Lorenzo Santiago "Chago" Alvarado Santos (1920–1982) was a Puerto Rican singer, composer, and guitarist. He became internationally famous with Johnny Albino and Félix ("Ola") Martínez as part of the Trío San Juan during the years 1949–1957. Among his best tunes was the 1956 bolero named "Siete notas de amor".

Early years
Alvarado was born in Ponce, Puerto Rico, on October 26, 1920. He was the son of the musician Julio Alvarado Tricoche (1886–1970) and Georgina Santos. He had six siblings. He was started into the world of music via his own mother, with whom he sing in public as a duet.

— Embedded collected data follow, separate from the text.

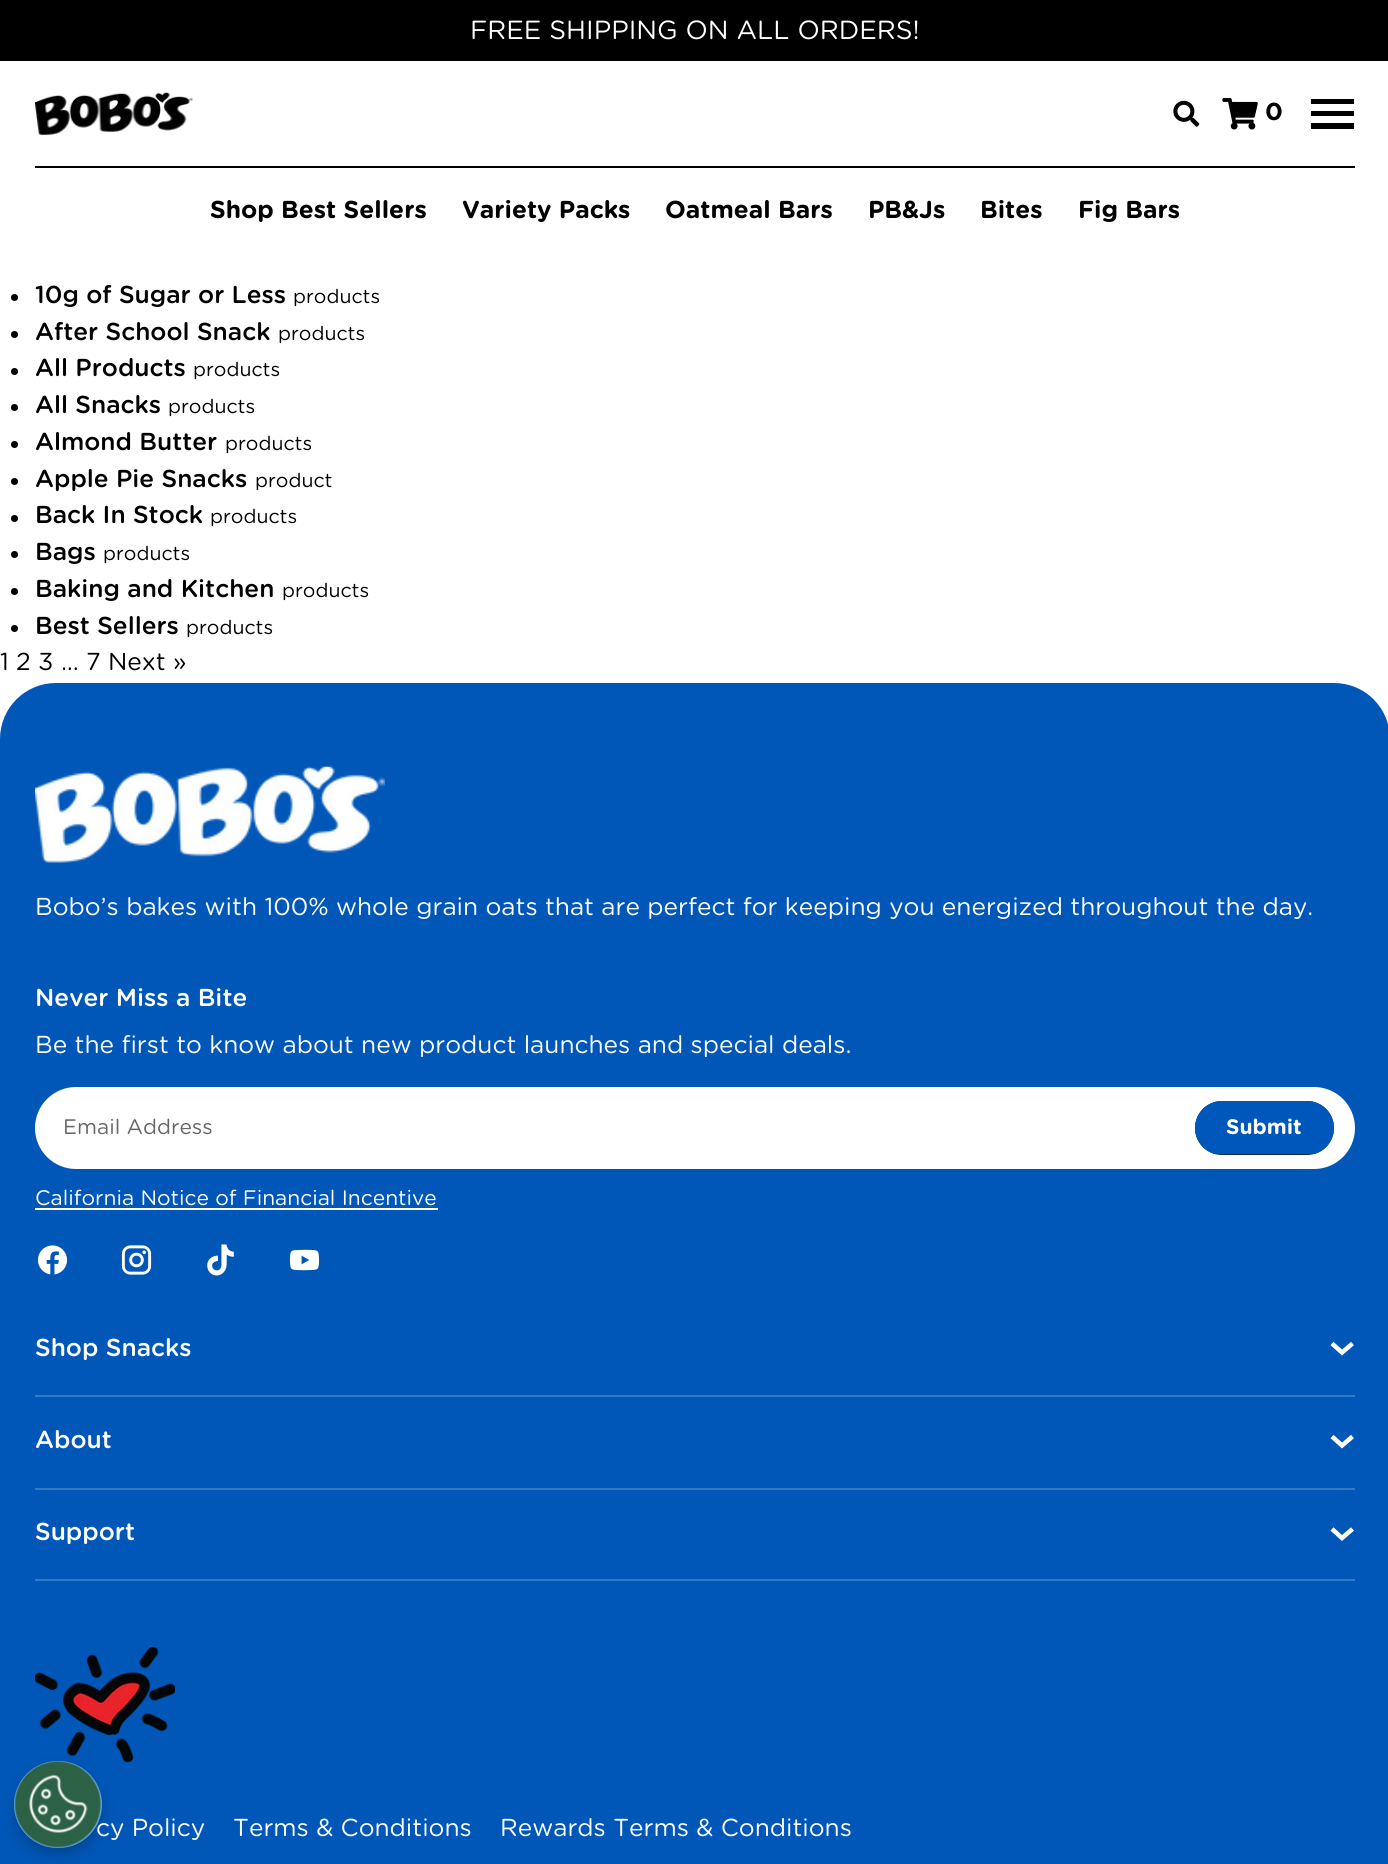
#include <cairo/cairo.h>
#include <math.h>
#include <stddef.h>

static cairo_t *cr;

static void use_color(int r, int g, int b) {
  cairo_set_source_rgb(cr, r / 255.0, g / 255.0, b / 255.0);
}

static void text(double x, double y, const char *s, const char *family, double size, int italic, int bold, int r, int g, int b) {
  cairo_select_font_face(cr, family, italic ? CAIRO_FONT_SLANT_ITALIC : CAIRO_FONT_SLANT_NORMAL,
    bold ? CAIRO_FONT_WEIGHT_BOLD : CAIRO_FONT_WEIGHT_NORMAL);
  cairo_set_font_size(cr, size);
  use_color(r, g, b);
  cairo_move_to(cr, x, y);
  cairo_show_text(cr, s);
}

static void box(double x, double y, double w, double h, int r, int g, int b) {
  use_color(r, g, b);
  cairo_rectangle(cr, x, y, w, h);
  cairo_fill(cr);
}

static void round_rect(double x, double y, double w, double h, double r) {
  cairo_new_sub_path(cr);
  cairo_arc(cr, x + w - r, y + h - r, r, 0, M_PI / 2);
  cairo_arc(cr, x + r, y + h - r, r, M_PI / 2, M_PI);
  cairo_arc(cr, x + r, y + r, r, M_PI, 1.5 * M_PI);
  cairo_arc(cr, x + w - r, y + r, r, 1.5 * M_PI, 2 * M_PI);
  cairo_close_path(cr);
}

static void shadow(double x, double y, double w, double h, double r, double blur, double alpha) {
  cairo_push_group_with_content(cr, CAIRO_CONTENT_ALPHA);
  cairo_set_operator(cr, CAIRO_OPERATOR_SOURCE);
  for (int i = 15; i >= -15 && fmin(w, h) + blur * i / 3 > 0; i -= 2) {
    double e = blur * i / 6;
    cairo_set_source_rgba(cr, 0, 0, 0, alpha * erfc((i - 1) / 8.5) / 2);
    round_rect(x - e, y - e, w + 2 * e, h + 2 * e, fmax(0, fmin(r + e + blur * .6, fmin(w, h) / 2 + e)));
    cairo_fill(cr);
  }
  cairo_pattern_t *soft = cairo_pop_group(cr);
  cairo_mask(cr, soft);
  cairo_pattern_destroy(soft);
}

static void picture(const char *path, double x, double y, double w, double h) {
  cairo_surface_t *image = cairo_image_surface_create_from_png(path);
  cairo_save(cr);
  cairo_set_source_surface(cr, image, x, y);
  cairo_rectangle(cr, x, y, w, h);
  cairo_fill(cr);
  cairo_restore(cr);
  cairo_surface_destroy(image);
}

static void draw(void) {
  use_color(255, 255, 255);
  cairo_paint(cr);
  box(0, 0, 1388, 61, 0, 0, 0);
  picture("img_01.png", 35, 92, 158, 43);
  picture("img_02.png", 1173, 100, 27, 27);
  picture("img_03.png", 1222, 98, 36, 32);
  box(1311, 99, 43, 5, 0, 0, 0);
  box(1311, 111, 43, 5, 0, 0, 0);
  box(1311, 123, 43, 6, 0, 0, 0);
  box(35, 166, 1320, 2, 0, 0, 0);
  cairo_arc(cr, 14.5, 297.5, 3.5, 0, 2 * M_PI);
  cairo_fill(cr);
  cairo_arc(cr, 14.5, 334.5, 3.5, 0, 2 * M_PI);
  cairo_fill(cr);
  cairo_arc(cr, 14.5, 371.5, 3.5, 0, 2 * M_PI);
  cairo_fill(cr);
  cairo_arc(cr, 14.5, 407.5, 3.5, 0, 2 * M_PI);
  cairo_fill(cr);
  cairo_arc(cr, 14.5, 444.5, 3.5, 0, 2 * M_PI);
  cairo_fill(cr);
  cairo_arc(cr, 14.5, 481.5, 3.5, 0, 2 * M_PI);
  cairo_fill(cr);
  cairo_arc(cr, 14.5, 518.5, 3.5, 0, 2 * M_PI);
  cairo_fill(cr);
  cairo_arc(cr, 14.5, 554.5, 3.5, 0, 2 * M_PI);
  cairo_fill(cr);
  cairo_arc(cr, 14.5, 591.5, 3.5, 0, 2 * M_PI);
  cairo_fill(cr);
  cairo_arc(cr, 14.5, 628.5, 3.5, 0, 2 * M_PI);
  cairo_fill(cr);
  use_color(0, 87, 184);
  cairo_new_path(cr);
  cairo_move_to(cr, 56, 683);
  cairo_line_to(cr, 1334, 683);
  cairo_curve_to(cr, 1365, 683, 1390, 708, 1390, 739);
  cairo_line_to(cr, 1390, 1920);
  cairo_line_to(cr, 0, 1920);
  cairo_line_to(cr, 0, 739);
  cairo_curve_to(cr, 0, 708, 25, 683, 56, 683);
  cairo_close_path(cr);
  cairo_fill(cr);
  picture("img_04.png", 35, 766, 350, 97);
  use_color(255, 255, 255);
  round_rect(35, 1087, 1320, 82, 41);
  cairo_fill(cr);
  use_color(0, 40, 85);
  round_rect(1195, 1101, 139, 54, 27);
  cairo_fill(cr);
  use_color(0, 87, 187);
  cairo_new_path(cr);
  cairo_move_to(cr, 1222, 1101);
  cairo_line_to(cr, 1307, 1101);
  cairo_curve_to(cr, 1322, 1101, 1334, 1113, 1334, 1128);
  cairo_curve_to(cr, 1334, 1140, 1326, 1151, 1314, 1154);
  cairo_line_to(cr, 1215, 1154);
  cairo_curve_to(cr, 1203, 1151, 1195, 1140, 1195, 1128);
  cairo_curve_to(cr, 1195, 1113, 1207, 1101, 1222, 1101);
  cairo_close_path(cr);
  cairo_fill(cr);
  box(35, 1208, 403, 2, 255, 255, 255);
  picture("img_05.png", 37, 1245, 31, 30);
  picture("img_06.png", 121, 1245, 31, 30);
  picture("img_07.png", 207, 1244, 27, 32);
  picture("img_08.png", 289, 1249, 31, 22);
  box(35, 1395, 1320, 2, 51, 121, 198);
  cairo_new_path(cr);
  cairo_move_to(cr, 1352.5, 1343.5);
  cairo_line_to(cr, 1342, 1352.5);
  cairo_line_to(cr, 1332, 1343.5);
  use_color(255, 255, 255);
  cairo_set_line_width(cr, 4.5);
  cairo_stroke(cr);
  box(35, 1488, 1320, 2, 51, 121, 198);
  cairo_new_path(cr);
  cairo_move_to(cr, 1352.5, 1436.5);
  cairo_line_to(cr, 1342, 1445.5);
  cairo_line_to(cr, 1332, 1436.5);
  use_color(255, 255, 255);
  cairo_stroke(cr);
  box(35, 1579, 1320, 2, 51, 121, 198);
  cairo_new_path(cr);
  cairo_move_to(cr, 1352.5, 1529);
  cairo_line_to(cr, 1342, 1538);
  cairo_line_to(cr, 1332, 1529);
  use_color(255, 255, 255);
  cairo_stroke(cr);
  picture("img_09.png", 35, 1646, 140, 117);
  use_color(0, 0, 0);
  shadow(14, 1768, 88, 87, 43.5, 7, 0.2);
  text(470, 39, "FREE SHIPPING ON ALL ORDERS!", "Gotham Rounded", 26.25, 0, 0, 255, 255, 255);
  text(1265, 120, "0", "Gotham Rounded", 24.5, 0, 1, 0, 0, 0);
  text(210, 218, "Shop Best Sellers", "Gotham Rounded", 24.5, 0, 1, 0, 0, 0);
  text(462, 218, "Variety Packs", "Gotham Rounded", 24.5, 0, 1, 0, 0, 0);
  text(665, 218, "Oatmeal Bars", "Gotham Rounded", 24.5, 0, 1, 0, 0, 0);
  text(868, 218, "PB&Js", "Gotham Rounded", 24.5, 0, 1, 0, 0, 0);
  text(980, 218, "Bites", "Gotham Rounded", 24.5, 0, 1, 0, 0, 0);
  text(1078, 218, "Fig Bars", "Gotham Rounded", 24.5, 0, 1, 0, 0, 0);
  text(35, 303, "10g of Sugar or Less", "Gotham Rounded Medium", 24.5, 0, 0, 0, 0, 0);
  text(293, 303, "products", "Gotham Rounded", 19.5, 0, 0, 0, 0, 0);
  text(35, 340, "After School Snack", "Gotham Rounded Medium", 24.5, 0, 0, 0, 0, 0);
  text(278, 340, "products", "Gotham Rounded", 19.5, 0, 0, 0, 0, 0);
  text(35, 376, "All Products", "Gotham Rounded Medium", 24.5, 0, 0, 0, 0, 0);
  text(193, 376, "products", "Gotham Rounded", 19.5, 0, 0, 0, 0, 0);
  text(35, 413, "All Snacks", "Gotham Rounded Medium", 24.5, 0, 0, 0, 0, 0);
  text(168, 413, "products", "Gotham Rounded", 19.5, 0, 0, 0, 0, 0);
  text(35, 450, "Almond Butter", "Gotham Rounded Medium", 24.5, 0, 0, 0, 0, 0);
  text(225, 450, "products", "Gotham Rounded", 19.5, 0, 0, 0, 0, 0);
  text(35, 487, "Apple Pie Snacks", "Gotham Rounded Medium", 24.5, 0, 0, 0, 0, 0);
  text(255, 487, "product", "Gotham Rounded", 19.5, 0, 0, 0, 0, 0);
  text(35, 523, "Back In Stock", "Gotham Rounded Medium", 24.5, 0, 0, 0, 0, 0);
  text(210, 523, "products", "Gotham Rounded", 19.5, 0, 0, 0, 0, 0);
  text(35, 560, "Bags", "Gotham Rounded Medium", 24.5, 0, 0, 0, 0, 0);
  text(103, 560, "products", "Gotham Rounded", 19.5, 0, 0, 0, 0, 0);
  text(35, 597, "Baking and Kitchen", "Gotham Rounded Medium", 24.5, 0, 0, 0, 0, 0);
  text(282, 597, "products", "Gotham Rounded", 19.5, 0, 0, 0, 0, 0);
  text(35, 634, "Best Sellers", "Gotham Rounded Medium", 24.5, 0, 0, 0, 0, 0);
  text(186, 634, "products", "Gotham Rounded", 19.5, 0, 0, 0, 0, 0);
  text(0, 670, "1 2 3", "Gotham Rounded", 24.5, 0, 0, 0, 0, 0);
  text(61, 670, "… 7", "Gotham Rounded", 24.5, 0, 0, 0, 0, 0);
  text(108, 670, "Next »", "Gotham Rounded", 24.5, 0, 0, 0, 0, 0);
  text(35, 915, "Bobo’s bakes with 100% whole grain oats that are perfect for keeping you energized throughout the day.", "Gotham Rounded", 24.5, 0, 0, 255, 255, 255);
  text(35, 1006, "Never Miss a Bite", "Gotham Rounded Medium", 24.5, 0, 0, 255, 255, 255);
  text(35, 1053, "Be the first to know about new product launches and special deals.", "Gotham Rounded", 24.5, 0, 0, 255, 255, 255);
  text(63, 1134, "Email Address", "Gotham Rounded", 21, 0, 0, 102, 102, 102);
  text(1226, 1134, "Submit", "Gotham Rounded", 21, 0, 1, 255, 255, 255);
  text(35, 1205, "California Notice of Financial Incentive", "Gotham Rounded", 21, 0, 0, 255, 255, 255);
  text(35, 1356, "Shop Snacks", "Gotham Rounded Medium", 24.5, 0, 0, 255, 255, 255);
  text(35, 1448, "About", "Gotham Rounded Medium", 24.5, 0, 0, 255, 255, 255);
  text(35, 1540, "Support", "Gotham Rounded Medium", 24.5, 0, 0, 255, 255, 255);
  text(96, 1836, "cy Policy", "Gotham Rounded", 24.5, 0, 0, 255, 255, 255);
  text(233, 1836, "Terms & Conditions", "Gotham Rounded", 24.5, 0, 0, 255, 255, 255);
  text(500, 1836, "Rewards Terms & Conditions", "Gotham Rounded", 24.5, 0, 0, 255, 255, 255);
  use_color(106, 170, 228);
  round_rect(14, 1761, 88, 87, 43.5);
  cairo_fill(cr);
  picture("img_10.png", 14, 1761, 88, 87);
}

int main(void) {
  cairo_surface_t *surface = cairo_image_surface_create(CAIRO_FORMAT_RGB24, 1388, 1864);
  cr = cairo_create(surface);
  cairo_font_options_t *options = cairo_font_options_create();
  cairo_font_options_set_hint_metrics(options, CAIRO_HINT_METRICS_OFF);
  cairo_font_options_set_hint_style(options, CAIRO_HINT_STYLE_NONE);
  cairo_set_font_options(cr, options);
  cairo_set_miter_limit(cr, 4);
  draw();
  cairo_surface_write_to_png(surface, "out.png");
  cairo_font_options_destroy(options);
  cairo_destroy(cr);
  cairo_surface_destroy(surface);
  return 0;
}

In 1939 he was part of the "Tribuna del arte", a WNEL radio program. Winning the first award in that program marked the beginning of his career.  This took him to New York City after getting a contract with Chico Club of Greenwich Village.

Music career
In NYC he joined Celso Vega's quintet, obtaining exposure in the CBS and NBC radio networks. In 1944 he joined the Flores Sextet, led by composer Pedro Flores. He went on his first international tour with this group in 1946.  After the breakup of the group, he returned to Puerto Rico and was contracted by WEMB (Radio El Mundo), in 1947.

He returned to NYC and joined Cuarteto Yalí, headed by Félix Rodríguez «Corozo», in 1948. He joined Trío San Juan, marking the beginning of a new stage in his musical career. Many music experts judged this group to be the best Puerto Rican trio. Trío San Juan was highly regarded in México and Colombia, even better than Trío los Panchos.  It was also highly regarded in Venezuela, Brazil, Perú and Argentina, in addition to the United States.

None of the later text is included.